TASK TO CARRY OUT>
Pull out every line below that contains the word "Lobscheider".

RECORDS FOR THE TASK>
# # # # # # #
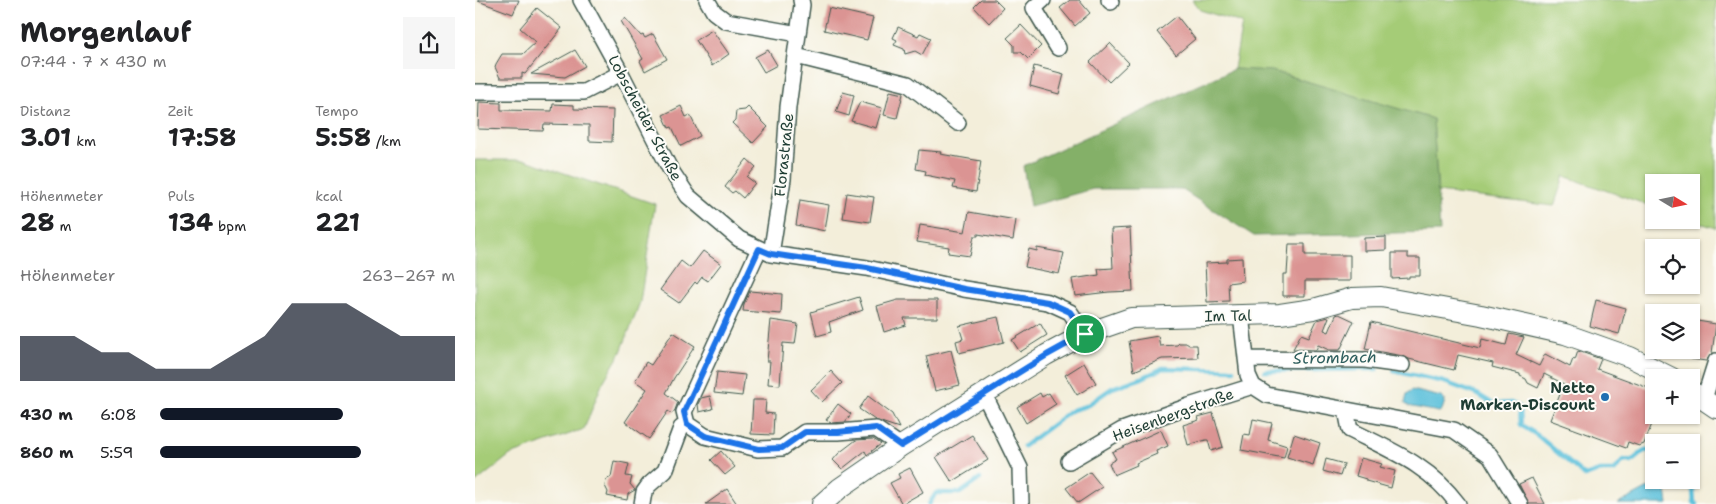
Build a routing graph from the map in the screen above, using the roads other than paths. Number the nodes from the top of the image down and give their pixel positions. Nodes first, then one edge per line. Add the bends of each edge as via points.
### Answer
1 (581, 0) edge
2 (707, 0) edge
3 (801, 0) edge
4 (1034, 3) edge
5 (798, 34) junction
6 (1058, 48) dead end
7 (795, 56) junction
8 (621, 73) junction
9 (475, 92) edge
10 (958, 123) dead end
11 (765, 252) junction
12 (1241, 315) junction
13 (1085, 334) junction
14 (1246, 359) junction
15 (1716, 361) edge
16 (1401, 365) dead end
17 (1654, 369) edge
18 (1253, 386) junction
19 (984, 394) junction
20 (1704, 399) edge
21 (1346, 410) junction
22 (687, 424) junction
23 (901, 446) junction
24 (1069, 461) dead end
25 (642, 504) edge
26 (822, 504) edge
27 (1021, 504) edge
28 (1458, 504) edge
29 (1520, 504) edge

1 - 8 street, Lobscheider Straße
2 - 5 street via 714,12 726,21
3 - 5 street, Florastraße
4 - 6 street
5 - 7 street, Florastraße
7 - 10 street via 909,84
7 - 11 street, Florastraße via 783,179
8 - 9 street via 583,92
8 - 11 street, Lobscheider Straße via 670,169 689,196 739,239
11 - 13 street, Lobscheider Straße via 1048,302 1070,312
11 - 22 street, Florastraße via 684,412
12 - 13 main road, Im Tal via 1131,318
12 - 14 street, Heisenbergstraße
12 - 17 main road, Im Tal via 1313,310 1352,298 1381,297 1565,334
13 - 19 main road, Im Tal
14 - 16 street via 1365,360
14 - 18 street, Heisenbergstraße
15 - 20 street
18 - 21 street, Heisenbergstraße via 1267,395
18 - 24 street, Heisenbergstraße via 1122,430
19 - 23 main road, Im Tal
19 - 27 street via 1020,468
21 - 28 street via 1350,430 1415,462 1445,487
21 - 29 street, Heisenbergstraße via 1454,430 1490,455
22 - 23 street via 705,436 759,449 782,448 805,432 876,428
22 - 25 street via 681,428 665,471 644,492
23 - 26 main road, Im Tal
# # # # # # #
WRITTEN SOLUTION>
1 - 8 street, Lobscheider Straße
8 - 11 street, Lobscheider Straße via 670,169 689,196 739,239
11 - 13 street, Lobscheider Straße via 1048,302 1070,312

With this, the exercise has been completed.